- _WORK INSTRUCTIONS_
Find the word "pixels" in the data, then copy each line where it is found.

- _PROVIDED RECORDS_
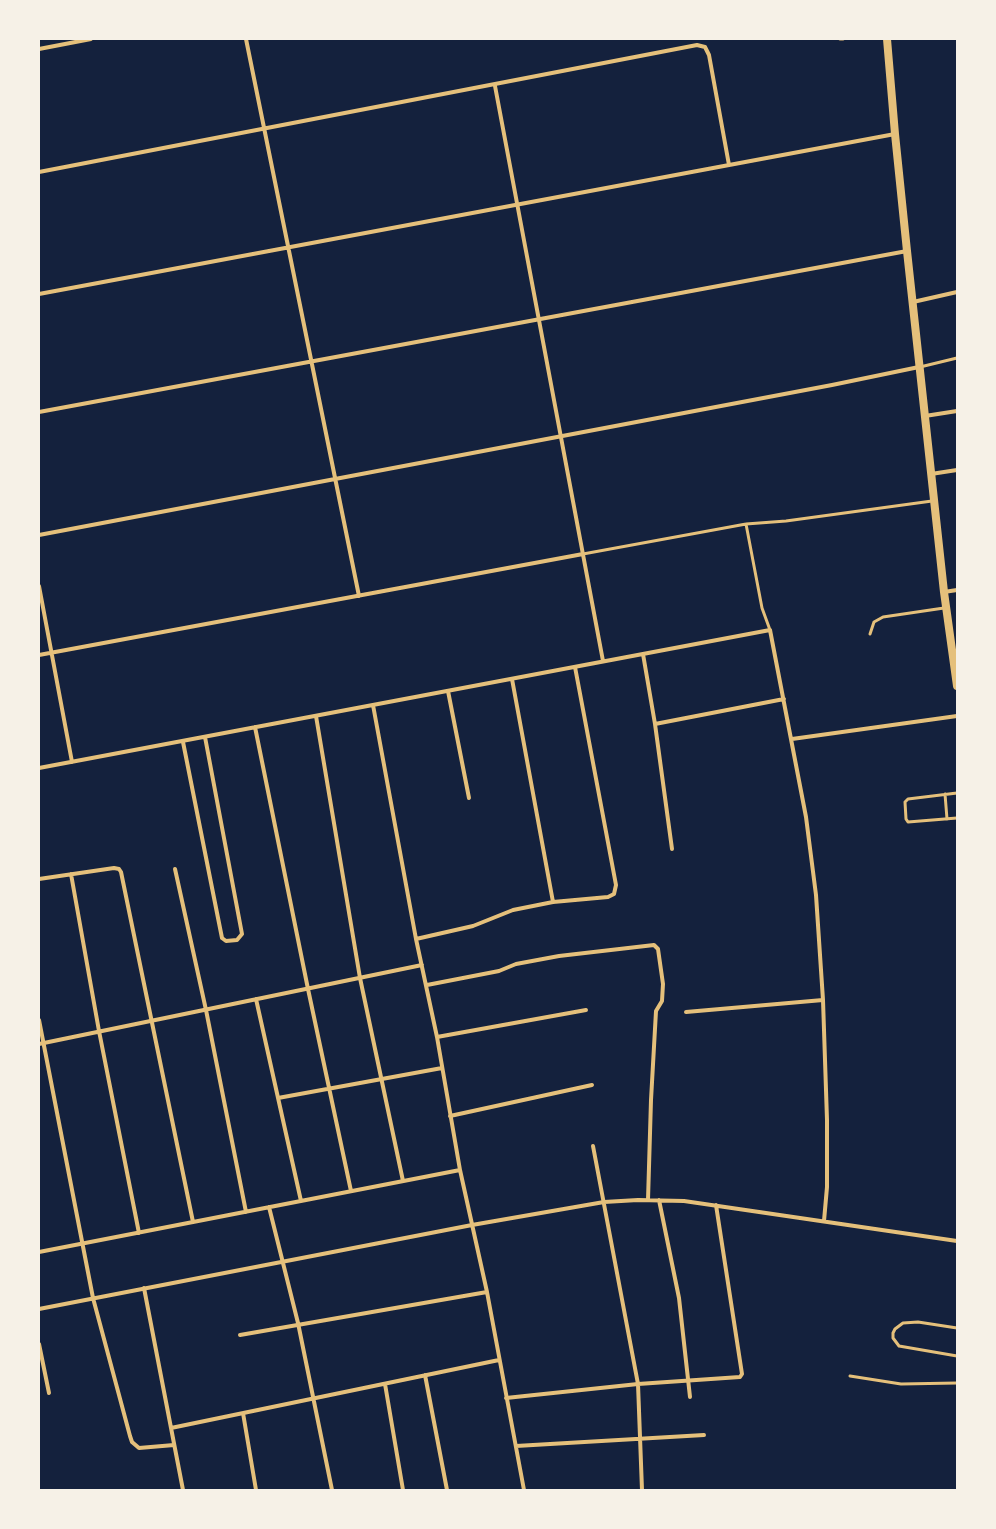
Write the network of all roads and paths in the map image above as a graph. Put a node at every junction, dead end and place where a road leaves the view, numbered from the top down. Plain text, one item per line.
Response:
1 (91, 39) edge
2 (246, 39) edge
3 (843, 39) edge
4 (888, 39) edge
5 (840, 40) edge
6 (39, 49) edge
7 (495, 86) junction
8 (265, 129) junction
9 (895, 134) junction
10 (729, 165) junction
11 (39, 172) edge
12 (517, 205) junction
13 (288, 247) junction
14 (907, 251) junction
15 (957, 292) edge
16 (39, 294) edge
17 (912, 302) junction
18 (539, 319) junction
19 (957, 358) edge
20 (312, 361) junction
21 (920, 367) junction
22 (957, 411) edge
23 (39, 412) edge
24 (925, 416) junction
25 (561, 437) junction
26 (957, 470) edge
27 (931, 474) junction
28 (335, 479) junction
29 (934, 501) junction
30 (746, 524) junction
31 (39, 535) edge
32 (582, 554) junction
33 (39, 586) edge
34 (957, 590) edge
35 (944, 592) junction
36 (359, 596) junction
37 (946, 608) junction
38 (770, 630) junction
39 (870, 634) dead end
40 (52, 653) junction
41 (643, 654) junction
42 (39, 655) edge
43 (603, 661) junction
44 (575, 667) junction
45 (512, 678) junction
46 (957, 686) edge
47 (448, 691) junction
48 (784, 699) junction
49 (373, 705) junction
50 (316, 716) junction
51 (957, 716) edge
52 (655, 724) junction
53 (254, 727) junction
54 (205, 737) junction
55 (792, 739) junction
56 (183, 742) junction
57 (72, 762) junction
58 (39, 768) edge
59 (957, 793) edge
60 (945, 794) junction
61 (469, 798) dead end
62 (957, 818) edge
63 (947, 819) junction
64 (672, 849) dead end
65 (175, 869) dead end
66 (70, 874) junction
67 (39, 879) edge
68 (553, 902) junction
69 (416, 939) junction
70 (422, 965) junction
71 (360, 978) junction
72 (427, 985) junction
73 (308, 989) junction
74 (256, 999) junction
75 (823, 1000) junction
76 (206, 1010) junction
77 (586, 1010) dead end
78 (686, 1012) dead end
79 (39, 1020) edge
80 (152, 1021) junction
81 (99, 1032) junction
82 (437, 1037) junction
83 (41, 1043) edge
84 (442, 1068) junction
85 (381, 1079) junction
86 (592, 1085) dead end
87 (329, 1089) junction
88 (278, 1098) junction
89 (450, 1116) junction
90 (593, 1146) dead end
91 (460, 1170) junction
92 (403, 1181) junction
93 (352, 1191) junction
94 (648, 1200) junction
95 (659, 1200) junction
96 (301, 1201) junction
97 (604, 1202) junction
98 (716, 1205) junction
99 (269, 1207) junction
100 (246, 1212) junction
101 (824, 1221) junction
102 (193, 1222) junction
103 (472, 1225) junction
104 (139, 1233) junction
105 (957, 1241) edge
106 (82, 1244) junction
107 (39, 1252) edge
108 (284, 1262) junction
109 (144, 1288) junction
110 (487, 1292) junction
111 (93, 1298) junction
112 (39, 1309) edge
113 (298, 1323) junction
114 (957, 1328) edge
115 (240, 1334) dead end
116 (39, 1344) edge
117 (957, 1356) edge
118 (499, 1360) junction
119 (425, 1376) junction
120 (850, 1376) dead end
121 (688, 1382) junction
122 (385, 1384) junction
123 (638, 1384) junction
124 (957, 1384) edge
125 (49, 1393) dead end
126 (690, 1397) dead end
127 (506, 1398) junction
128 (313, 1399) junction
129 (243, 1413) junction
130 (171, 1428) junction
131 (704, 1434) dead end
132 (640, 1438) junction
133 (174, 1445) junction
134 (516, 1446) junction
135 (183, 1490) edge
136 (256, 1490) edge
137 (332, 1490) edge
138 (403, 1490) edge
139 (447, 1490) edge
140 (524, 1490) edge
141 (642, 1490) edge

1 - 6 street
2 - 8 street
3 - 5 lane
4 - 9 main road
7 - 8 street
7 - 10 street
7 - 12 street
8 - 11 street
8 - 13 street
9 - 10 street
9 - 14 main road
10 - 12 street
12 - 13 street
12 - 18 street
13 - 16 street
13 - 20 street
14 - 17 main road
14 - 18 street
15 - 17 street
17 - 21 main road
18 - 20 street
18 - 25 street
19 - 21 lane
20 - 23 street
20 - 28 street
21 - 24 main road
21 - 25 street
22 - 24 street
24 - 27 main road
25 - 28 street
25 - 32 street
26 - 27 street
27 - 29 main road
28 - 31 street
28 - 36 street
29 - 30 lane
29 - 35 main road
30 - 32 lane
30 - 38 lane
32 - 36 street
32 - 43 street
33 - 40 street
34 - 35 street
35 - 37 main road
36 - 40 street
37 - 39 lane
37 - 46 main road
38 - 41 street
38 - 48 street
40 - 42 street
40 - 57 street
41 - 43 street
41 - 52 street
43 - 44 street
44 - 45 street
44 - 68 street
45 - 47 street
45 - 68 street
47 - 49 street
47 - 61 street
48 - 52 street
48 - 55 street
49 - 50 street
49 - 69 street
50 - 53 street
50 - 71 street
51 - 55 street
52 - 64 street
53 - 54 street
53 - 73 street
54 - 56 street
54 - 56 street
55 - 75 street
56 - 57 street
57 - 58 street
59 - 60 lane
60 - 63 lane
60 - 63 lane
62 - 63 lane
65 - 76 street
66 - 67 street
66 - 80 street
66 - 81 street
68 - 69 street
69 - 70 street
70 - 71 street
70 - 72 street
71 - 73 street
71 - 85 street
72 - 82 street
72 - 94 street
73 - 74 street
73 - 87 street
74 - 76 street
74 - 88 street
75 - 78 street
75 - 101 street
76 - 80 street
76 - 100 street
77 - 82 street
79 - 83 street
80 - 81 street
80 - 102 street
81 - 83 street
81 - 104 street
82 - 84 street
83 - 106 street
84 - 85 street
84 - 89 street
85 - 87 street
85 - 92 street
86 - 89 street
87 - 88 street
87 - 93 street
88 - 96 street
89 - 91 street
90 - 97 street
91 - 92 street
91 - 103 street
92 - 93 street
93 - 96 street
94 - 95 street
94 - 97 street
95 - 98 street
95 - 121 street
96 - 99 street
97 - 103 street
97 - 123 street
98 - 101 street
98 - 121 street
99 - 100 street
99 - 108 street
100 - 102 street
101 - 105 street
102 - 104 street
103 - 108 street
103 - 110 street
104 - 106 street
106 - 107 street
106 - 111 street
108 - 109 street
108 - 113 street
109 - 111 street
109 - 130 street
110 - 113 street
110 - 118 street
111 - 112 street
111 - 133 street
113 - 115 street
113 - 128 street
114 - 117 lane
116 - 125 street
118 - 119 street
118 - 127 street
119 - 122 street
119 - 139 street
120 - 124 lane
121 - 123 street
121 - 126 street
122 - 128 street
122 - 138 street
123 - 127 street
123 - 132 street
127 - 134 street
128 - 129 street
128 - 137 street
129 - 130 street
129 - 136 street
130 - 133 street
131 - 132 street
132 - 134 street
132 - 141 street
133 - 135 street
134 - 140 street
==
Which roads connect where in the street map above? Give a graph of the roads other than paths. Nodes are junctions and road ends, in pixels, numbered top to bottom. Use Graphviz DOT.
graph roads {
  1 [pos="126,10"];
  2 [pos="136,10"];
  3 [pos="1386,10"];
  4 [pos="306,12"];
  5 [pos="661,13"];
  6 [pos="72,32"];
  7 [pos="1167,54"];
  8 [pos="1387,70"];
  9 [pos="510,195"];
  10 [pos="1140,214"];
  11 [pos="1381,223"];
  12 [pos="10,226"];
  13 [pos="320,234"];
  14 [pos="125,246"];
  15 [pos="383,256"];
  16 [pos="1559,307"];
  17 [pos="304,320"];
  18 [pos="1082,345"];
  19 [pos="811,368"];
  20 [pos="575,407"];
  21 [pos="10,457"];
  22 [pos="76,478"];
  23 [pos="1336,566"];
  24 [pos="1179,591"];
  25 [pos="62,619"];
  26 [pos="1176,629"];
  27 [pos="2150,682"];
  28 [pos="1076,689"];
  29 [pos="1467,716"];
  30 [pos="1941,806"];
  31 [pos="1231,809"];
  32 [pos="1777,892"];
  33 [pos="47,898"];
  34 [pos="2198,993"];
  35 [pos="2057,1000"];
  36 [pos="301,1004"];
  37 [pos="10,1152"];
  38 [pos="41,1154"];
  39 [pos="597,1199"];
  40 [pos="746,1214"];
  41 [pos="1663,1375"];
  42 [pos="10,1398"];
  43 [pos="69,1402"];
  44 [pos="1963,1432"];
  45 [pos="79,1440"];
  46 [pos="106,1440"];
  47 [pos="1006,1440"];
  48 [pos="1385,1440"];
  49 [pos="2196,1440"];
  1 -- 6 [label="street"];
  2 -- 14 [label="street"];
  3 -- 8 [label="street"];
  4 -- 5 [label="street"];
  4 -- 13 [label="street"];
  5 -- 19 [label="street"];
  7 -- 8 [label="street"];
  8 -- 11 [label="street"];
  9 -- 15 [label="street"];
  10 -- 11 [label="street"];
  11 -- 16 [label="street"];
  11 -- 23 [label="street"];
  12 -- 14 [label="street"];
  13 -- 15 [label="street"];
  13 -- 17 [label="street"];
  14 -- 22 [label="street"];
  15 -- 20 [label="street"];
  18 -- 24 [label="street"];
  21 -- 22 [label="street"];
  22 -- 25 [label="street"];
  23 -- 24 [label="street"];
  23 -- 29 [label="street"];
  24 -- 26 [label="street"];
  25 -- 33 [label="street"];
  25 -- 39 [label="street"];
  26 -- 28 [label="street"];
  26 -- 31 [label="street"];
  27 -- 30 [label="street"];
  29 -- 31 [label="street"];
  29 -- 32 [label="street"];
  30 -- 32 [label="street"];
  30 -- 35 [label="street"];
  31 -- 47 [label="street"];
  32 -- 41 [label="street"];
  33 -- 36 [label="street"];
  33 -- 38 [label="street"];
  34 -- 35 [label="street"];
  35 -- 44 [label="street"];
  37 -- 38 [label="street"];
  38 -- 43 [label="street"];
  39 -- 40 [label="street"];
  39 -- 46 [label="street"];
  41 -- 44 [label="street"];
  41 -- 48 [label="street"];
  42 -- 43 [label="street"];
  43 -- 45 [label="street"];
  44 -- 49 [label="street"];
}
* * *
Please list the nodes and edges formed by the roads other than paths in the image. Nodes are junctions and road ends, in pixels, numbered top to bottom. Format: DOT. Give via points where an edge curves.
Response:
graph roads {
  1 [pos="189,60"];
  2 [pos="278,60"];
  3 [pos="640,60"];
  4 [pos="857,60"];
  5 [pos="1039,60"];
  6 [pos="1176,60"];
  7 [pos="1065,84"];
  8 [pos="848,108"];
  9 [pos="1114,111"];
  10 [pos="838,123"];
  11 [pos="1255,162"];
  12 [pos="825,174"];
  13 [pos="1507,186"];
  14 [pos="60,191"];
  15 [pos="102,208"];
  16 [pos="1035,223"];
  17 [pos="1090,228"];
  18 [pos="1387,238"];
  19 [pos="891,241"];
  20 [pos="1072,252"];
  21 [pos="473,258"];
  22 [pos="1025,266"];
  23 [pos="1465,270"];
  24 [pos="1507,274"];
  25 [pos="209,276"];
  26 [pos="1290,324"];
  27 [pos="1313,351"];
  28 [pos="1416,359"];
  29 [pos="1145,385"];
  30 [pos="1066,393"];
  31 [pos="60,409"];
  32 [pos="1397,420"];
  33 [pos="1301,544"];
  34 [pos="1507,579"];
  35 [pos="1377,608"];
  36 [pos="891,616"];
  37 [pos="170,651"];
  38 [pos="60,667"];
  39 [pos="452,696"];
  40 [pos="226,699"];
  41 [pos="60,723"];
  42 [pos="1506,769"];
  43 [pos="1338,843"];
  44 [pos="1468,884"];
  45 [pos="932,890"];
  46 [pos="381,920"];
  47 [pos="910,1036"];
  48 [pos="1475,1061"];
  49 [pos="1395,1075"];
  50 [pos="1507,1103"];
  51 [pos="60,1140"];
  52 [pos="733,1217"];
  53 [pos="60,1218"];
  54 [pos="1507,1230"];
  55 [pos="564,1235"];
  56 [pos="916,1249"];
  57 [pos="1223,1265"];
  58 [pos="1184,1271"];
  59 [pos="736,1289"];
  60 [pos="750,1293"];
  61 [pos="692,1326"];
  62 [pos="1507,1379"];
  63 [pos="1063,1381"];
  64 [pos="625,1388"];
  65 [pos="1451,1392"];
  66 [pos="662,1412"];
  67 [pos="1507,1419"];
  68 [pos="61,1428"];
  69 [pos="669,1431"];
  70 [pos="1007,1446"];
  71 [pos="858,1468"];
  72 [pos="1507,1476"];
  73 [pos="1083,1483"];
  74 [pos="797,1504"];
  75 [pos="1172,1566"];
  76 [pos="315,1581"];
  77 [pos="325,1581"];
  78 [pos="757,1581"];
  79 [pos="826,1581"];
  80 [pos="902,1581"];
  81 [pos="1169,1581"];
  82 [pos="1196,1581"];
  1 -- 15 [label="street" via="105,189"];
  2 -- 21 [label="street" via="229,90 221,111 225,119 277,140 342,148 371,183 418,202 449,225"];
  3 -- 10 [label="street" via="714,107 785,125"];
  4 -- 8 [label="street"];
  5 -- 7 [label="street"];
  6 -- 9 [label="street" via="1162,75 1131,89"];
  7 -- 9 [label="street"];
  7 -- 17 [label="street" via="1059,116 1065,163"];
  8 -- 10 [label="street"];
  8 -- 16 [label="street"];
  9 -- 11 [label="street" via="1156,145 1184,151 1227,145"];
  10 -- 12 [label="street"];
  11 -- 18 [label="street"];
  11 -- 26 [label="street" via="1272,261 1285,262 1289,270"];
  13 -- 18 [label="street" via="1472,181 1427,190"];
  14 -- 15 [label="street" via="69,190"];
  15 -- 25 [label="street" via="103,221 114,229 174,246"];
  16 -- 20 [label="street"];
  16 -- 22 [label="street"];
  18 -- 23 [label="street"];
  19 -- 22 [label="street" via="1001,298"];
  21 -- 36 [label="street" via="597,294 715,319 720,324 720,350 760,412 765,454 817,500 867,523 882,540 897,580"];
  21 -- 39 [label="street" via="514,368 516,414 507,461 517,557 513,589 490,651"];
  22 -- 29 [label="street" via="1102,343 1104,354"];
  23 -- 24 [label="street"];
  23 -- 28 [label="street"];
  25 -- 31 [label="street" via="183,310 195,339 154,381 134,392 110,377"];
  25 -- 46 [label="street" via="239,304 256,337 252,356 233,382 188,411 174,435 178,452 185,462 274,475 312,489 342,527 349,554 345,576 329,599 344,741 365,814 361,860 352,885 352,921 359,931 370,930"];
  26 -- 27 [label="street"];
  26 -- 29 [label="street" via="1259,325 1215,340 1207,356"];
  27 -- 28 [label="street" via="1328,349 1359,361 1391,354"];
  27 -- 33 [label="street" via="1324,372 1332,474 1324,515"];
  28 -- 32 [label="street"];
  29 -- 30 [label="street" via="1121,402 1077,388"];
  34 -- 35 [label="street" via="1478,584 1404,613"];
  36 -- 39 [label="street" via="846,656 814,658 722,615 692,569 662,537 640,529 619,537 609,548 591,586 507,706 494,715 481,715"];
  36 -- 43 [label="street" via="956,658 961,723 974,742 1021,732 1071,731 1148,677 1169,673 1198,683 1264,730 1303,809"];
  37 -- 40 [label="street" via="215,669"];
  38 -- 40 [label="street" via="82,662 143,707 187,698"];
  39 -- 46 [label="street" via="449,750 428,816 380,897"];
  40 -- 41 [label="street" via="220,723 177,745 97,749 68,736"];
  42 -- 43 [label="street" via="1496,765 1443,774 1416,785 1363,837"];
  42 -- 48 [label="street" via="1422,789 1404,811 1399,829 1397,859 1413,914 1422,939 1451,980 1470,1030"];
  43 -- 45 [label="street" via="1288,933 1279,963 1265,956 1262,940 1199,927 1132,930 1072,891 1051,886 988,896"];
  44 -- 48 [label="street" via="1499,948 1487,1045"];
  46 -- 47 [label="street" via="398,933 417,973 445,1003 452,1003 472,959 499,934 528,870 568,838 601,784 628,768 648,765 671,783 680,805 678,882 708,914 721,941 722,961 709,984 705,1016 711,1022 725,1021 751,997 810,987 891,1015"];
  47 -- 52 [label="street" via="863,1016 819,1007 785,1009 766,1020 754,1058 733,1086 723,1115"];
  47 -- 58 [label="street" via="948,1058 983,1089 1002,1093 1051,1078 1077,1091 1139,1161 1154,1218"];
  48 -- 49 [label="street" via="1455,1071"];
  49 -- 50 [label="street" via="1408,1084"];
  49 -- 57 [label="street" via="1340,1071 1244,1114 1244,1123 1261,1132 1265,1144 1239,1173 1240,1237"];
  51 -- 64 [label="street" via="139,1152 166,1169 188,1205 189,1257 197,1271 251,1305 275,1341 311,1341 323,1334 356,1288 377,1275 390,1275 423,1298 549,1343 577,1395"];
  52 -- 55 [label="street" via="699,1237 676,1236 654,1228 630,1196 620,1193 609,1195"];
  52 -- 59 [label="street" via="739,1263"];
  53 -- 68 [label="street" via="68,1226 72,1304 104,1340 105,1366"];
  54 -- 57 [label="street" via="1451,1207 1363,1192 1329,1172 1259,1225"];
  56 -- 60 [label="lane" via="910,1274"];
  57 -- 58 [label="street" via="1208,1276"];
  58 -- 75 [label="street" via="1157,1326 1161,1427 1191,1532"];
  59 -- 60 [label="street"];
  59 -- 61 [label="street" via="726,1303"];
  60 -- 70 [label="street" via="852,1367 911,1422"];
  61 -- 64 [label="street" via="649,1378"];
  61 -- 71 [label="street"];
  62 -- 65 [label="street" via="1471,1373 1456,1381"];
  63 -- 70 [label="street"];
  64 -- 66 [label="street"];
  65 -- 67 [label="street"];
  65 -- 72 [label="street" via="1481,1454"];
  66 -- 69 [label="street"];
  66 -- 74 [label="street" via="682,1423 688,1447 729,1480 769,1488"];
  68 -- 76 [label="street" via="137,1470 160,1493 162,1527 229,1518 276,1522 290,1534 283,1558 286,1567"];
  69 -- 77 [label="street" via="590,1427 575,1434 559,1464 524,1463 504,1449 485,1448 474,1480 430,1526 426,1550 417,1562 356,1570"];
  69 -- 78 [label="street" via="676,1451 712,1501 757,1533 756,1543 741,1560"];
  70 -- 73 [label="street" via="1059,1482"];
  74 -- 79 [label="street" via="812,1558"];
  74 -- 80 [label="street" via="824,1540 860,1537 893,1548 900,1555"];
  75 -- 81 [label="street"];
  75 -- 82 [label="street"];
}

- _PROBLEM SOLUTION_
Which roads connect where in the street map above? Give a graph of the roads other than paths. Nodes are junctions and road ends, in pixels, numbered top to bottom. Use Graphviz DOT.
Please list the nodes and edges formed by the roads other than paths in the image. Nodes are junctions and road ends, in pixels, numbered top to bottom. Format: DOT. Give via points where an edge curves.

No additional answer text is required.